DATASET RECORDS START

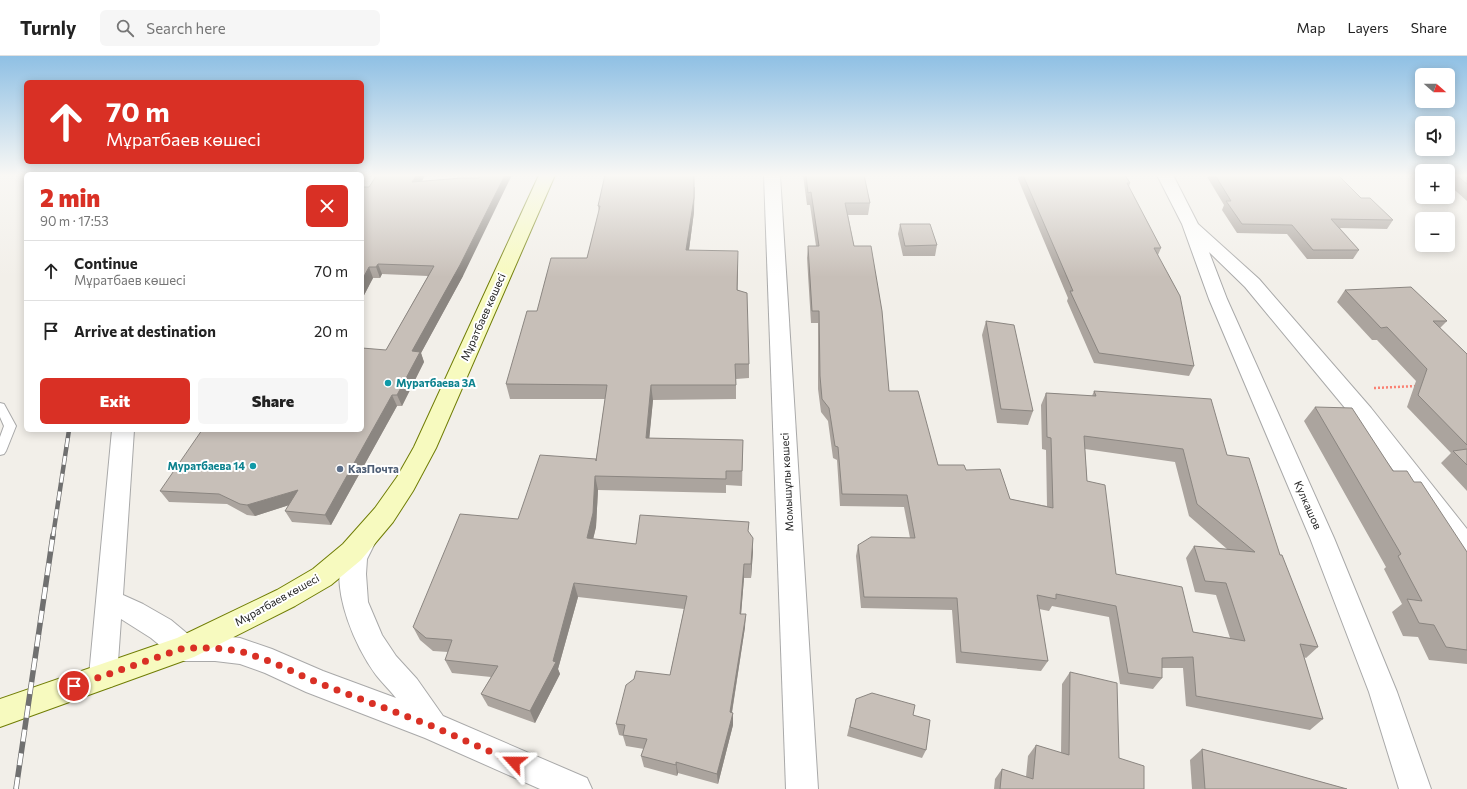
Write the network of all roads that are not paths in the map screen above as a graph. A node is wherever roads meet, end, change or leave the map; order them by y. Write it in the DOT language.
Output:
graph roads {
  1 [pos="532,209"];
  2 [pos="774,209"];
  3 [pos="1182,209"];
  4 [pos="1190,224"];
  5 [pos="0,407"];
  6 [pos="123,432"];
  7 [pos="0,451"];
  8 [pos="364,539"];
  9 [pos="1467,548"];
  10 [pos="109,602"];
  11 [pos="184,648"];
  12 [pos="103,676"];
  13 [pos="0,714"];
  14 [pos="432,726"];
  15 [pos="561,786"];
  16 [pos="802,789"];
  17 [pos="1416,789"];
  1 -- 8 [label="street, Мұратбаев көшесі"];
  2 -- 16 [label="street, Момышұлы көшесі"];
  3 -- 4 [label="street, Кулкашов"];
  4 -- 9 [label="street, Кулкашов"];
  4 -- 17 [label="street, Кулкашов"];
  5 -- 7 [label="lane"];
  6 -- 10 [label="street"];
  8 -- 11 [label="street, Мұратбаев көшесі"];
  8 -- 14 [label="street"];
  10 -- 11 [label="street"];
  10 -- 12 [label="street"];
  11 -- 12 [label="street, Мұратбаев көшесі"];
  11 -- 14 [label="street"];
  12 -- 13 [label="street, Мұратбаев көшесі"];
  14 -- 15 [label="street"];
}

DATASET RECORDS END

* WHAT TO DO *
With the images omitted, repeat all the data word for word.

* SOLUTION FOR THIS TASK *
Write the network of all roads that are not paths in the map screen above as a graph. A node is wherever roads meet, end, change or leave the map; order them by y. Write it in the DOT language.
Output:
graph roads {
  1 [pos="532,209"];
  2 [pos="774,209"];
  3 [pos="1182,209"];
  4 [pos="1190,224"];
  5 [pos="0,407"];
  6 [pos="123,432"];
  7 [pos="0,451"];
  8 [pos="364,539"];
  9 [pos="1467,548"];
  10 [pos="109,602"];
  11 [pos="184,648"];
  12 [pos="103,676"];
  13 [pos="0,714"];
  14 [pos="432,726"];
  15 [pos="561,786"];
  16 [pos="802,789"];
  17 [pos="1416,789"];
  1 -- 8 [label="street, Мұратбаев көшесі"];
  2 -- 16 [label="street, Момышұлы көшесі"];
  3 -- 4 [label="street, Кулкашов"];
  4 -- 9 [label="street, Кулкашов"];
  4 -- 17 [label="street, Кулкашов"];
  5 -- 7 [label="lane"];
  6 -- 10 [label="street"];
  8 -- 11 [label="street, Мұратбаев көшесі"];
  8 -- 14 [label="street"];
  10 -- 11 [label="street"];
  10 -- 12 [label="street"];
  11 -- 12 [label="street, Мұратбаев көшесі"];
  11 -- 14 [label="street"];
  12 -- 13 [label="street, Мұратбаев көшесі"];
  14 -- 15 [label="street"];
}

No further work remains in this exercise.